• _AIM OF THE TASK_
A verbatim copy of the listing is the expected output.
◇ ◇ ◇
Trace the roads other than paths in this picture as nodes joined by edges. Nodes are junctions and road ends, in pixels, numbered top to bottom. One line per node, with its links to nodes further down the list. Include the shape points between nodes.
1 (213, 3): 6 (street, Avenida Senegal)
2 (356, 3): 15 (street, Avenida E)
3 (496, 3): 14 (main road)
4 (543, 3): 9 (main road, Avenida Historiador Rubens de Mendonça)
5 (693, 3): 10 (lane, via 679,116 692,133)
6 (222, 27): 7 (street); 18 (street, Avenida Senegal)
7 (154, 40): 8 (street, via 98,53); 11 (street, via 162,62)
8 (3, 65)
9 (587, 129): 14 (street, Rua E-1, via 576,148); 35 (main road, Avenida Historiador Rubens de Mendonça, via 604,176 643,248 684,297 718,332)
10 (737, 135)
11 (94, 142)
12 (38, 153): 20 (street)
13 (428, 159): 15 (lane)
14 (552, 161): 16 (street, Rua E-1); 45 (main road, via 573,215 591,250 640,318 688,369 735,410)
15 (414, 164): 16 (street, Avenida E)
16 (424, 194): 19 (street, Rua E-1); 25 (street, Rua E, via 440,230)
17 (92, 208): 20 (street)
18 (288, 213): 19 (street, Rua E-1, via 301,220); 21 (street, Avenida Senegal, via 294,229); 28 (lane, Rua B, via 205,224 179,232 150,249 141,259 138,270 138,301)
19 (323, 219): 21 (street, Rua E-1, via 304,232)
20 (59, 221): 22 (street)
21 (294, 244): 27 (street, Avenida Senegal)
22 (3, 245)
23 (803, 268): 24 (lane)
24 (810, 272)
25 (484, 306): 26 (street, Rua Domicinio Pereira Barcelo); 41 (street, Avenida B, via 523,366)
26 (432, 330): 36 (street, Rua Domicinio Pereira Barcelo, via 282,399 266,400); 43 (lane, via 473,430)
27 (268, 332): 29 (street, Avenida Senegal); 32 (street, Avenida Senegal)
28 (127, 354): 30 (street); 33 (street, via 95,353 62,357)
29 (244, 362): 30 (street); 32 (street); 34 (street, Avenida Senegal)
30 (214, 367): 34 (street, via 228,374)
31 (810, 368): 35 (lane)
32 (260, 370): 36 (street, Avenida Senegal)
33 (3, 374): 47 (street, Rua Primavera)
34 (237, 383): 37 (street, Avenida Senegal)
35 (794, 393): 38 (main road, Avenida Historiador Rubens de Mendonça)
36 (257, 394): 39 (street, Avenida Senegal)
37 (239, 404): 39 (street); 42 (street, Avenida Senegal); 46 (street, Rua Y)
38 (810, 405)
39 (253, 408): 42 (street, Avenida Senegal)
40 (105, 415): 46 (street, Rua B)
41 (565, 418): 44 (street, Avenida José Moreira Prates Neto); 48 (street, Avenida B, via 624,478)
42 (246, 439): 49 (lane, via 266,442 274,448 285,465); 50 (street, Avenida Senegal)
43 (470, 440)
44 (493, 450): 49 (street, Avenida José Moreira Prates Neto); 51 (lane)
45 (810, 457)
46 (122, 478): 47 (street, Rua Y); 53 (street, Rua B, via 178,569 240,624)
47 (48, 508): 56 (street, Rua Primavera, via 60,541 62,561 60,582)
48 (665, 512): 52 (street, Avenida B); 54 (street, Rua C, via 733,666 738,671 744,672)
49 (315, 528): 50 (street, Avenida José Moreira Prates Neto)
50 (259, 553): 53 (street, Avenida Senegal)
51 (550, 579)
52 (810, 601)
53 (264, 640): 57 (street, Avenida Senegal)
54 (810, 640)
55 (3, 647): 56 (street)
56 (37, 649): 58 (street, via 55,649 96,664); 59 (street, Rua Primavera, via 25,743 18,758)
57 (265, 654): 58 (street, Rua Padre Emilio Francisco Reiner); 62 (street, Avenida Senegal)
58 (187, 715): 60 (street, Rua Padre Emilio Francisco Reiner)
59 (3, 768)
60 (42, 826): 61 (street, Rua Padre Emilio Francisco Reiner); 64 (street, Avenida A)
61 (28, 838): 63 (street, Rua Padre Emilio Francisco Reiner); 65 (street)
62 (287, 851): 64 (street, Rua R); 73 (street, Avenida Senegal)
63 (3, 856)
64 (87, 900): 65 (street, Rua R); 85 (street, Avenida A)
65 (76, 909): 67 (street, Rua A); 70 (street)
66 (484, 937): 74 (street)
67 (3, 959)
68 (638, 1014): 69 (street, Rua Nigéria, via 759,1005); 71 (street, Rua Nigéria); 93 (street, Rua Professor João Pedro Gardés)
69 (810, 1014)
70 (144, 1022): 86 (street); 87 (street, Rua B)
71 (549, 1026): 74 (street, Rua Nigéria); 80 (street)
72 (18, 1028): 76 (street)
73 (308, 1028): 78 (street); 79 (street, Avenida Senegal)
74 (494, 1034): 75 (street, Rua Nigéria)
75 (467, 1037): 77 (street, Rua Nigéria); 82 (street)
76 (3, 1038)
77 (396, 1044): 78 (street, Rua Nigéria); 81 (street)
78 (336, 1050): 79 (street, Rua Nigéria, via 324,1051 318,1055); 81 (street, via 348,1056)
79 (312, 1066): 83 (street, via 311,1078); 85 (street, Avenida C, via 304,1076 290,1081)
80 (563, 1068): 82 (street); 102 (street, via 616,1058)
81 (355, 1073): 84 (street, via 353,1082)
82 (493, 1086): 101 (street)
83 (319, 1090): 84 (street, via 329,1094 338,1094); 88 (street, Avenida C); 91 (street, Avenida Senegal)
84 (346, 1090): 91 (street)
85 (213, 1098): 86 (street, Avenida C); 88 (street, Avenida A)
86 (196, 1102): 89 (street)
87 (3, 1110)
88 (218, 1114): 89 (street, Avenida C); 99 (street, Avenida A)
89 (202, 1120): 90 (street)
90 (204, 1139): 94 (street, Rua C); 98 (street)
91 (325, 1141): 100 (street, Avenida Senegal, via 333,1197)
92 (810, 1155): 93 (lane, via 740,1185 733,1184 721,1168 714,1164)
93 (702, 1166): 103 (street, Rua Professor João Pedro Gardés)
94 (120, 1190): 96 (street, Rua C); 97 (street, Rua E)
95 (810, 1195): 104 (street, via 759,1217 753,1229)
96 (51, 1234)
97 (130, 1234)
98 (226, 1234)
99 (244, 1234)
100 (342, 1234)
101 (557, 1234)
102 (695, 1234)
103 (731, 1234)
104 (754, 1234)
◇ ◇ ◇
• _TASK OUTPUT_
Trace the roads other than paths in this picture as nodes joined by edges. Nodes are junctions and road ends, in pixels, numbered top to bottom. One line per node, with its links to nodes further down the list. Include the shape points between nodes.
1 (213, 3): 6 (street, Avenida Senegal)
2 (356, 3): 15 (street, Avenida E)
3 (496, 3): 14 (main road)
4 (543, 3): 9 (main road, Avenida Historiador Rubens de Mendonça)
5 (693, 3): 10 (lane, via 679,116 692,133)
6 (222, 27): 7 (street); 18 (street, Avenida Senegal)
7 (154, 40): 8 (street, via 98,53); 11 (street, via 162,62)
8 (3, 65)
9 (587, 129): 14 (street, Rua E-1, via 576,148); 35 (main road, Avenida Historiador Rubens de Mendonça, via 604,176 643,248 684,297 718,332)
10 (737, 135)
11 (94, 142)
12 (38, 153): 20 (street)
13 (428, 159): 15 (lane)
14 (552, 161): 16 (street, Rua E-1); 45 (main road, via 573,215 591,250 640,318 688,369 735,410)
15 (414, 164): 16 (street, Avenida E)
16 (424, 194): 19 (street, Rua E-1); 25 (street, Rua E, via 440,230)
17 (92, 208): 20 (street)
18 (288, 213): 19 (street, Rua E-1, via 301,220); 21 (street, Avenida Senegal, via 294,229); 28 (lane, Rua B, via 205,224 179,232 150,249 141,259 138,270 138,301)
19 (323, 219): 21 (street, Rua E-1, via 304,232)
20 (59, 221): 22 (street)
21 (294, 244): 27 (street, Avenida Senegal)
22 (3, 245)
23 (803, 268): 24 (lane)
24 (810, 272)
25 (484, 306): 26 (street, Rua Domicinio Pereira Barcelo); 41 (street, Avenida B, via 523,366)
26 (432, 330): 36 (street, Rua Domicinio Pereira Barcelo, via 282,399 266,400); 43 (lane, via 473,430)
27 (268, 332): 29 (street, Avenida Senegal); 32 (street, Avenida Senegal)
28 (127, 354): 30 (street); 33 (street, via 95,353 62,357)
29 (244, 362): 30 (street); 32 (street); 34 (street, Avenida Senegal)
30 (214, 367): 34 (street, via 228,374)
31 (810, 368): 35 (lane)
32 (260, 370): 36 (street, Avenida Senegal)
33 (3, 374): 47 (street, Rua Primavera)
34 (237, 383): 37 (street, Avenida Senegal)
35 (794, 393): 38 (main road, Avenida Historiador Rubens de Mendonça)
36 (257, 394): 39 (street, Avenida Senegal)
37 (239, 404): 39 (street); 42 (street, Avenida Senegal); 46 (street, Rua Y)
38 (810, 405)
39 (253, 408): 42 (street, Avenida Senegal)
40 (105, 415): 46 (street, Rua B)
41 (565, 418): 44 (street, Avenida José Moreira Prates Neto); 48 (street, Avenida B, via 624,478)
42 (246, 439): 49 (lane, via 266,442 274,448 285,465); 50 (street, Avenida Senegal)
43 (470, 440)
44 (493, 450): 49 (street, Avenida José Moreira Prates Neto); 51 (lane)
45 (810, 457)
46 (122, 478): 47 (street, Rua Y); 53 (street, Rua B, via 178,569 240,624)
47 (48, 508): 56 (street, Rua Primavera, via 60,541 62,561 60,582)
48 (665, 512): 52 (street, Avenida B); 54 (street, Rua C, via 733,666 738,671 744,672)
49 (315, 528): 50 (street, Avenida José Moreira Prates Neto)
50 (259, 553): 53 (street, Avenida Senegal)
51 (550, 579)
52 (810, 601)
53 (264, 640): 57 (street, Avenida Senegal)
54 (810, 640)
55 (3, 647): 56 (street)
56 (37, 649): 58 (street, via 55,649 96,664); 59 (street, Rua Primavera, via 25,743 18,758)
57 (265, 654): 58 (street, Rua Padre Emilio Francisco Reiner); 62 (street, Avenida Senegal)
58 (187, 715): 60 (street, Rua Padre Emilio Francisco Reiner)
59 (3, 768)
60 (42, 826): 61 (street, Rua Padre Emilio Francisco Reiner); 64 (street, Avenida A)
61 (28, 838): 63 (street, Rua Padre Emilio Francisco Reiner); 65 (street)
62 (287, 851): 64 (street, Rua R); 73 (street, Avenida Senegal)
63 (3, 856)
64 (87, 900): 65 (street, Rua R); 85 (street, Avenida A)
65 (76, 909): 67 (street, Rua A); 70 (street)
66 (484, 937): 74 (street)
67 (3, 959)
68 (638, 1014): 69 (street, Rua Nigéria, via 759,1005); 71 (street, Rua Nigéria); 93 (street, Rua Professor João Pedro Gardés)
69 (810, 1014)
70 (144, 1022): 86 (street); 87 (street, Rua B)
71 (549, 1026): 74 (street, Rua Nigéria); 80 (street)
72 (18, 1028): 76 (street)
73 (308, 1028): 78 (street); 79 (street, Avenida Senegal)
74 (494, 1034): 75 (street, Rua Nigéria)
75 (467, 1037): 77 (street, Rua Nigéria); 82 (street)
76 (3, 1038)
77 (396, 1044): 78 (street, Rua Nigéria); 81 (street)
78 (336, 1050): 79 (street, Rua Nigéria, via 324,1051 318,1055); 81 (street, via 348,1056)
79 (312, 1066): 83 (street, via 311,1078); 85 (street, Avenida C, via 304,1076 290,1081)
80 (563, 1068): 82 (street); 102 (street, via 616,1058)
81 (355, 1073): 84 (street, via 353,1082)
82 (493, 1086): 101 (street)
83 (319, 1090): 84 (street, via 329,1094 338,1094); 88 (street, Avenida C); 91 (street, Avenida Senegal)
84 (346, 1090): 91 (street)
85 (213, 1098): 86 (street, Avenida C); 88 (street, Avenida A)
86 (196, 1102): 89 (street)
87 (3, 1110)
88 (218, 1114): 89 (street, Avenida C); 99 (street, Avenida A)
89 (202, 1120): 90 (street)
90 (204, 1139): 94 (street, Rua C); 98 (street)
91 (325, 1141): 100 (street, Avenida Senegal, via 333,1197)
92 (810, 1155): 93 (lane, via 740,1185 733,1184 721,1168 714,1164)
93 (702, 1166): 103 (street, Rua Professor João Pedro Gardés)
94 (120, 1190): 96 (street, Rua C); 97 (street, Rua E)
95 (810, 1195): 104 (street, via 759,1217 753,1229)
96 (51, 1234)
97 (130, 1234)
98 (226, 1234)
99 (244, 1234)
100 (342, 1234)
101 (557, 1234)
102 (695, 1234)
103 (731, 1234)
104 (754, 1234)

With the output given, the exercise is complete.